Joey didn’t mind keeping her hidden – he actually kind of enjoyed having such a wonderful secret – but Cass needed people. She was just sort of drifting through her life; she needed to start living it.

 

And Joey knew Robin had missed her fiercely. Of course, Cass wouldn’t believe that when Robin had found out about the mind-control, he hadn’t blamed her for almost killing him. “I should have known,” he’d said, and it was clear he blamed himself for not helping her sooner.

 

It had taken Joey a bit to realize his Titans didn’t blame him for the same thing. Though when the new Flash visited, the one who used to be Impulse, he did act a bit wary around him. Until Joey apologized, and then he relaxed; Bart appeared to be more forgiving than Wally ever had been.

 

Joey thought perhaps offering an apology for her actions would make Cass feel better. But: “Sorry isn’t good enough,” Cass had told him, and wouldn’t listen when Joey told her that she didn’t even need to apologize, for anyone but herself.

 

For months, Cass wouldn’t talk to anyone but the Wilson children. Ironic, considering it was their father that had caused her world to tumble around her ears.
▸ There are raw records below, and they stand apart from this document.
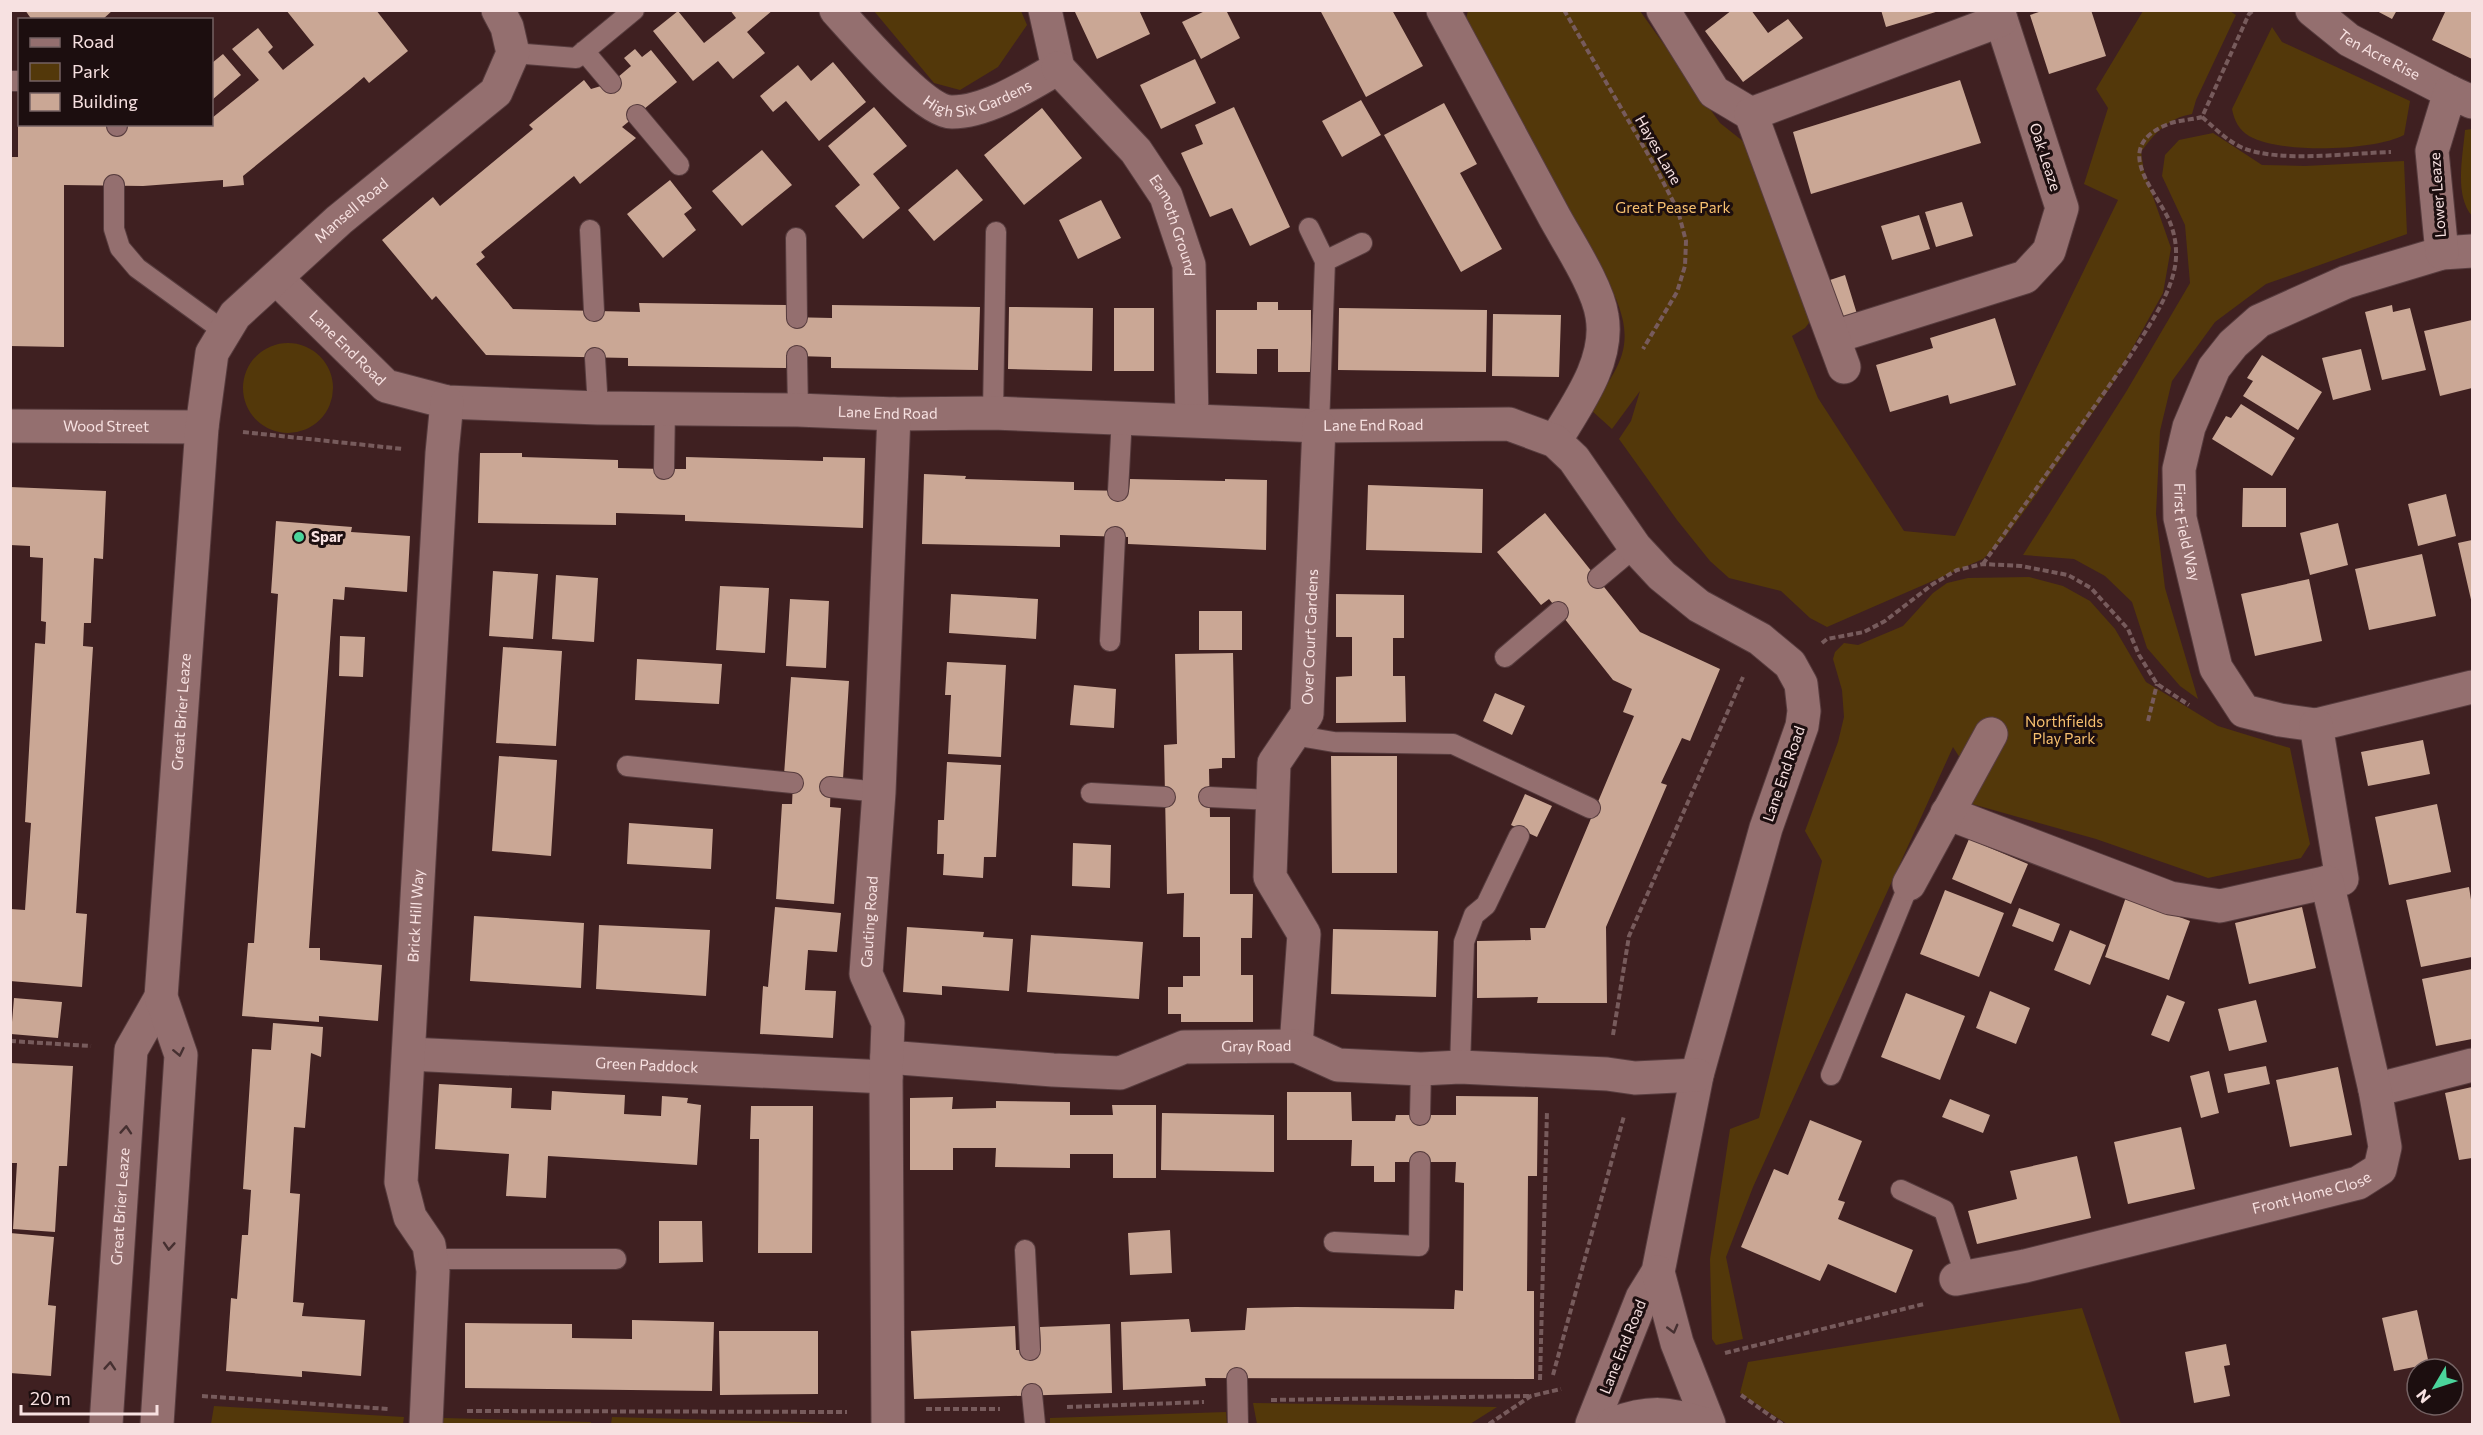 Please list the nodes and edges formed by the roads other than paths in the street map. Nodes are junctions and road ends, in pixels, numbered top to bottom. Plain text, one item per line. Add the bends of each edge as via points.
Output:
1 (498, 10) edge
2 (634, 10) edge
3 (836, 10) edge
4 (1045, 10) edge
5 (1443, 10) edge
6 (1663, 10) edge
7 (2312, 10) edge
8 (1999, 15) edge
9 (585, 51) junction
10 (513, 53) junction
11 (1058, 68) junction
12 (611, 83) dead end
13 (2461, 97) edge
14 (1751, 114) junction
15 (637, 115) dead end
16 (679, 165) dead end
17 (114, 185) dead end
18 (1309, 228) dead end
19 (590, 230) dead end
20 (996, 232) dead end
21 (796, 238) dead end
22 (1362, 243) dead end
23 (2457, 252) edge
24 (1325, 261) junction
25 (276, 278) junction
26 (594, 311) dead end
27 (797, 318) dead end
28 (225, 332) junction
29 (797, 356) dead end
30 (596, 358) dead end
31 (447, 402) junction
32 (665, 407) junction
33 (598, 408) junction
34 (798, 410) junction
35 (993, 413) junction
36 (894, 414) junction
37 (1122, 417) junction
38 (1192, 420) junction
39 (10, 426) edge
40 (1319, 426) junction
41 (202, 427) junction
42 (1555, 441) junction
43 (664, 469) dead end
44 (1118, 491) dead end
45 (1115, 537) dead end
46 (1635, 547) junction
47 (1598, 578) dead end
48 (1558, 612) dead end
49 (1110, 641) dead end
50 (1505, 657) dead end
51 (2472, 687) edge
52 (2316, 725) junction
53 (1991, 734) dead end
54 (1293, 735) junction
55 (627, 766) dead end
56 (793, 783) dead end
57 (830, 787) dead end
58 (879, 792) junction
59 (1091, 793) dead end
60 (1166, 797) dead end
61 (1209, 797) dead end
62 (1273, 800) junction
63 (1590, 808) dead end
64 (1947, 813) junction
65 (1520, 836) dead end
66 (2335, 880) junction
67 (1909, 884) joint
68 (161, 997) junction
69 (1296, 1046) junction
70 (409, 1054) junction
71 (2472, 1065) edge
72 (886, 1067) junction
73 (1460, 1067) junction
74 (1422, 1069) junction
75 (1697, 1076) junction
76 (1831, 1076) dead end
77 (2375, 1090) junction
78 (1420, 1115) dead end
79 (1420, 1162) dead end
80 (1901, 1190) dead end
81 (1334, 1242) dead end
82 (1025, 1250) dead end
83 (431, 1259) junction
84 (616, 1259) dead end
85 (1658, 1272) junction
86 (1961, 1279) joint
87 (1030, 1350) dead end
88 (1236, 1378) dead end
89 (1032, 1394) dead end
90 (106, 1425) edge
91 (157, 1425) edge
92 (426, 1425) edge
93 (888, 1425) edge
94 (1035, 1425) edge
95 (1238, 1425) edge
96 (1592, 1425) edge
97 (1613, 1425) edge
98 (1707, 1425) edge

1 - 10 street
2 - 9 lane
3 - 11 street, High Six Gardens via 924,100 950,112 974,108 1017,91
4 - 11 street
5 - 42 street via 1576,255 1602,316 1598,358 1590,380
6 - 14 street via 1714,92
7 - 13 street, Ten Acre Rise via 2349,40
8 - 14 street
8 - 14 street, Oak Leaze via 2062,208 2049,251 2025,277 1839,352
9 - 10 lane via 576,58
9 - 12 lane
10 - 25 street, Mansell Road via 496,92 339,220
11 - 38 street, Eamoth Ground via 1136,151 1166,196 1189,265
13 - 23 street, Lower Leaze via 2432,151
15 - 16 lane
17 - 28 lane via 114,229 120,248 137,268
18 - 24 lane
19 - 26 lane
20 - 35 lane
21 - 27 lane
22 - 24 lane
23 - 52 street, First Field Way via 2346,282 2259,321 2214,368 2189,427 2179,469 2180,518 2216,668 2244,711
24 - 40 lane
25 - 28 street, Mansell Road via 235,315
25 - 31 street, Lane End Road via 386,386
28 - 41 street, Mansell Road via 212,353
29 - 34 lane
30 - 33 lane
31 - 33 street, Lane End Road
31 - 70 street, Brick Hill Way
32 - 33 street, Lane End Road
32 - 34 street, Lane End Road
32 - 43 lane
34 - 36 street, Lane End Road
35 - 36 street, Lane End Road
35 - 37 street, Lane End Road
36 - 58 street, Gauting Road
37 - 38 street, Lane End Road
37 - 44 lane
38 - 40 street, Lane End Road
39 - 41 street, Wood Street
40 - 42 street, Lane End Road via 1509,424
40 - 54 street, Over Court Gardens via 1307,714
41 - 68 street, Great Brier Leaze
42 - 46 street, Lane End Road via 1574,459
45 - 49 lane
46 - 47 lane
46 - 75 street, Lane End Road via 1662,576 1699,606 1760,639 1790,664 1801,684 1802,726 1766,828
48 - 50 lane
51 - 52 street, First Field Way
52 - 66 street, Front Home Close
53 - 64 street
54 - 62 street, Over Court Gardens via 1274,763
54 - 63 lane via 1334,742 1453,744
55 - 56 lane
57 - 58 lane
58 - 72 street, Gauting Road via 867,974 888,1023
59 - 60 lane
61 - 62 lane
62 - 69 street, Over Court Gardens via 1270,877 1304,934
64 - 66 street via 2170,898 2220,906
64 - 67 street
65 - 73 lane via 1486,905 1474,915 1464,942
66 - 77 street, Front Home Close
67 - 76 lane
90 -> 68 street, Great Brier Leaze via 131,1050
68 -> 91 street, Great Brier Leaze via 181,1055
69 - 72 street, Gray Road via 1184,1047 1120,1073
69 - 74 street, Gray Road via 1338,1065
70 - 72 street, Green Paddock
70 - 83 street, Brick Hill Way via 401,1182 410,1217 429,1245
71 - 77 street
72 - 93 street, Gauting Road
73 - 74 street, Gray Road
73 - 75 street, Gray Road
74 - 78 lane
75 - 85 street, Lane End Road
77 - 86 street, Front Home Close via 2385,1147 2380,1169 2358,1183
79 - 81 lane via 1419,1246
80 - 86 lane via 1944,1210
82 - 87 lane
83 - 84 lane
83 - 92 street, Brick Hill Way
85 - 96 street, Lane End Road via 1642,1298
85 -> 98 street, Lane End Road via 1677,1343
88 - 95 lane
89 - 94 lane
97 - 98 street via 1635,1416 1672,1414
Then again, he’d done it to all of them.

 

But one day Joey noticed that Cass had started to build a life for herself. She came in one morning with Robin, to breakfast in the Towers’ kitchen. The explanations lasted so long that breakfast became brunch, but in the end, despite Wonder Girl’s uneasy acquiescence, she became a Titan.

 

As a Titan, she technically got her own room – at one point, Dick and Kory had shared a room, and apparently Gar and Raven had for a time, as well – but for some reason, she still wanted to stay in Joey’s room.

 

He walked in that evening to find her sitting on his bed, wearing one of his shirts, as she often did to sleep in. She looked at him, half-hesitant, half-hopeful, and placed one hand over her heart, middle and third fingers folded over. “I feel the same way,” she said.

 

Joey’s shock must have shown in his body, but also his acceptance, because she rose with a smile on her face, and kissed him, not seeming to mind when it took him a moment to gather his wits enough to kiss her back.

 

Apparently, she’d seen the feelings in him long before he himself had realized they were there.

 

Love was something anyone could find, if they tried hard enough, but for Joseph Wilson and Cassandra Cain, they made it a language all their own.